As they struggled through the crowds to the rows of tables and chairs on the balcony above the main part of the hall, she didn’t know whether to laugh or be annoyed at his look of relief. But it was mostly relief. She didn’t fancy the thought of those sweaty hands clutching her tightly as he tried not to fall over her feet.
Instead, she tried to pick out Dolly and Jim in the crowd of dancers flocking on to the floor now, and to cover Billy’s lack of conversation by tapping her feet to the music. From there, they also had a perfect view of the band above the heads of the dancers. And Gracie had a perfect view of the saxophone player.
He wasn’t looking at her now, of course. He was too busy playing his music. She had always admired anyone who could play an instrument. It always seemed so sophisticated. And watching the movement of his fingers now, producing that wonderfully rich sound, she thought again that she’d bet a pound to a penny that he never had dirty fingernails. The mouthpiece of the long brass tube of the saxophone was between his pursed lips, and those sensitive fingers caressed it.
By the
time the others came back, Dolly was as red-faced as Jim, both from the dancing and, no doubt, by the things Jim was whispering in her ear. Gracie never set herself up to be Dolly’s saviour, but somebody had to save her from herself, she sometimes told her laughingly, and got the usual reply:
Oh stuff. You only live once, but sometimes you sound as old as my old granny instead of nineteen, same as me.
‘Jim don’t live far from us, Gracie,’ Dolly said now. ‘He delivers coal to the mews around the corner, so it’s a wonder we ain’t seen him and Billy before.’
‘We probably have, but we wouldn’t recognize them all covered in coal dust,’ Gracie said before she had time to think.
‘Hah! Told you she fancied herself as a bit of a toff, didn’t I?’ Jim said, the smile not quite hiding the gleam in his eyes that said he wasn’t too keen on this hoity-toity friend of Dolly’s. She might look like the bee’s knees, but thank God he’d got the one who was good for a laugh, and Billy would have to make the best of it. After tonight he’d never need to see her again, but that didn’t go for Dolly.
This one he’d definitely like to see again, and from the way she’d pressed her cupcakes up against him when they were dancing, he was pretty sure she wouldn’t be averse to a bit of slap and tickle.
‘Come on, Billy, I’ll teach you this one,’ Gracie said, deciding that he was probably never going to ask her to dance again, so she might as well take the initiative, even if it wasn’t the done thing. Besides, she preferred to get well away from Jim, who was decidedly whiffy now, and it wasn’t just what some called poncy aftershave, either.

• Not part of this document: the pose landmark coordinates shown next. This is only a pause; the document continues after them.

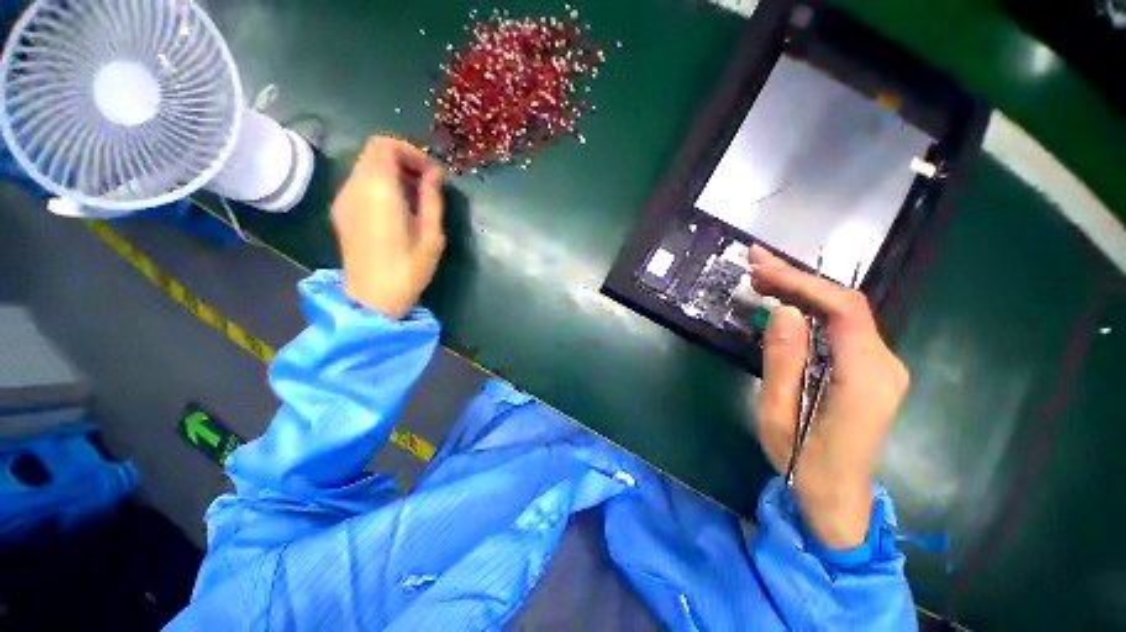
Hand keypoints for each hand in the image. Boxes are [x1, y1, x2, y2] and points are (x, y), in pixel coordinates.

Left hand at [331, 137, 444, 317]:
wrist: (373, 297)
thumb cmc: (409, 268)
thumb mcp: (432, 235)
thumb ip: (432, 199)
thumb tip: (434, 175)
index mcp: (379, 190)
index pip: (384, 146)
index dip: (410, 152)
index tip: (430, 173)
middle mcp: (355, 187)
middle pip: (374, 154)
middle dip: (403, 162)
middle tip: (426, 185)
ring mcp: (344, 200)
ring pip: (366, 168)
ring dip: (392, 174)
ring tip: (415, 199)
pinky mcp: (341, 212)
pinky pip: (360, 185)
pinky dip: (380, 186)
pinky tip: (397, 210)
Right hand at [750, 245, 908, 548]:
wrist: (837, 496)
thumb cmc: (802, 460)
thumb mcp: (779, 412)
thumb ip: (784, 360)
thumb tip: (784, 311)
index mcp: (866, 377)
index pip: (843, 309)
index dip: (802, 282)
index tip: (761, 269)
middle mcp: (885, 363)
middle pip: (845, 304)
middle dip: (798, 278)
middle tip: (755, 262)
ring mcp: (881, 365)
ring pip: (844, 312)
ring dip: (802, 290)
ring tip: (761, 277)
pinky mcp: (870, 368)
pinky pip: (842, 327)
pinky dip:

Billy led her out on to the floor, and by some miracle of manoeuvring she kept him well away from her feet for most of the time. The thought of her lovely cream shoes being all scuff-marked from his size ten clodhoppers was too much to bear. He was doing his best though, and she encouraged him with a smile as they moved around the dance-hall.
‘You’re wonderful,’ he said at last, even more red-faced.
‘Why, thank you, Billy,’ Gracie said, sorry for her earlier ungraciousness about him now. ‘I’m not really wonderful though.’